MATERIALS AND METHODS
D. simulans DNA sequence data are from four population samples, CA1, CA2, TX, and ZIM. The CA1 sample consists of eight highly inbred lines made from field-caught inseminated females collected in the Wolfskill Orchard, Winters, California in Summer 1995. The CA2 sample consists of field-caught D. simulans males collected from Davis, California (∼20 miles east of the Wolfskill Orchard) in Spring 2001. The TX sample consists of field-caught D. simulans males collected from Austin, Texas in Spring 2000. The ZIM sample consists of field-caught isofemale lines collected from Harare, Zimbabwe in 1997 and kindly provided by C. Aquadro. These lines are a subset of the Zimbabwe sample used in a previous study of DNA sequence variation at vermilion and G6pd in African and non-African populations of D. simulans (Hamblin and Veuille 1999).
Hmu, Sr-CI/Sr-CIII, and Tehao sequences from the CA1 sample (previously published GenBank accession nos. AY349745, AY349746, AY349747, AY349748, AY349749, AY349750, AY349751, AY349752, AY349846, AY349847, AY349848, AY349849, AY349850, AY349851, AY349852, AY349853, and AY349878, AY349879, AY349880, AY349881, AY349882, AY349883, AY349884, AY349885, AY349886, AY349887, AY349888, AY349889, AY349890, AY349891, AY349892, AY349893), as well as sequences from tightly linked regions, were amplified from genomic DNA. Sr-CI and Sr-CIII sequences were concatenated and treated as a single locus because they are very tightly linked (∼300 bp between coding regions). Because the CA2, TX, and ZIM lines were not highly inbred, PCR products from these lines were generated using the Expand High-Fidelity PCR system (Boehringer Mannheim, Indianapolis) and cloned prior to sequencing. This procedure introduces polymerase errors into the data at a low level [∼4.8 × 10−6 errors/base, which corresponds to ∼1 error/3000 bp for a typical DNA fragment after 35 PCR cycles (Keohavong and Thilly 1989)]; however, such errors are likely to be singletons. Therefore, in analyses using the CA2, TX, and ZIM samples we excluded mutations that occur as singletons in all four population samples combined (the CA1 sample harbored no such singletons; see supplementary Table 1 at http://www.genetics.org/supplemental/). Although this method eliminates actual and artifactual singletons, it is conservative with respect to our conclusions, since LD values in the CA2, TX, and ZIM samples are increased by removing such singleton mutations (making them more similar to CA1). All sequences were determined on an Applied Biosystems 377 automated sequencer. Sequences flanking Hmu, Sr-CI/Sr-CIII, and Tehao from the D. simulans CA1 population sample and sequences from Hmu, Sr-CI/Sr-CIII, and Tehao from the D. simulans CA2, TX, and ZIM population samples are deposited in GenBank under accession nos. AY864379, AY864606.

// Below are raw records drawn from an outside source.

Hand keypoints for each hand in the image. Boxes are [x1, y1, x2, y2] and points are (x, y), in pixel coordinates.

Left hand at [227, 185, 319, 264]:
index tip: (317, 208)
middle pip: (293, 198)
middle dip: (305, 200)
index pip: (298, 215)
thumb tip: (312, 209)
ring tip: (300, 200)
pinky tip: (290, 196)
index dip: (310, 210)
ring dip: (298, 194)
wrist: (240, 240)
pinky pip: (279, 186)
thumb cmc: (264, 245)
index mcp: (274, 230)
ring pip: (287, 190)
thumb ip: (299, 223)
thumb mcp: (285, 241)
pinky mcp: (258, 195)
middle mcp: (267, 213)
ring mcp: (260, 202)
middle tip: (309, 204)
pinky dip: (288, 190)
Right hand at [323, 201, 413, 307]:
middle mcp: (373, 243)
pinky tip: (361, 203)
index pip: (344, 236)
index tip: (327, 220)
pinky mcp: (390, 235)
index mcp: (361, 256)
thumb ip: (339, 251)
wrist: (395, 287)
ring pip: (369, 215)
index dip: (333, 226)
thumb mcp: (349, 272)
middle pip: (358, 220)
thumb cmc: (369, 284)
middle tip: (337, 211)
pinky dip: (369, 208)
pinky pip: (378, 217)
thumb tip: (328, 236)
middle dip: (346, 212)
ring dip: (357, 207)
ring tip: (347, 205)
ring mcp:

LD was estimated using the ZnS statistic, which is a standardized variant of the D statistic (pij − pipj, the frequency that alleles at two loci occur on the same haplotype minus the product of the individual allele frequencies) averaged over all pairwise combinations of segregating sites at a locus (Kelly 1997). Significance values for the ZnS statistic were calculated in DnaSP (Rozas et al. 2003) by comparing the observed values to those obtained from sets of 10,000 simulated neutral coalescence genealogies, conditional on the observed number of segregating sites (S). The simulations were conducted without recombination. The P-values are the proportion of simulated data sets for which the ZnS value is greater than or equal to the observed ZnS value. Because we are testing for excess LD, simulating data under the assumption of no recombination is extremely conservative.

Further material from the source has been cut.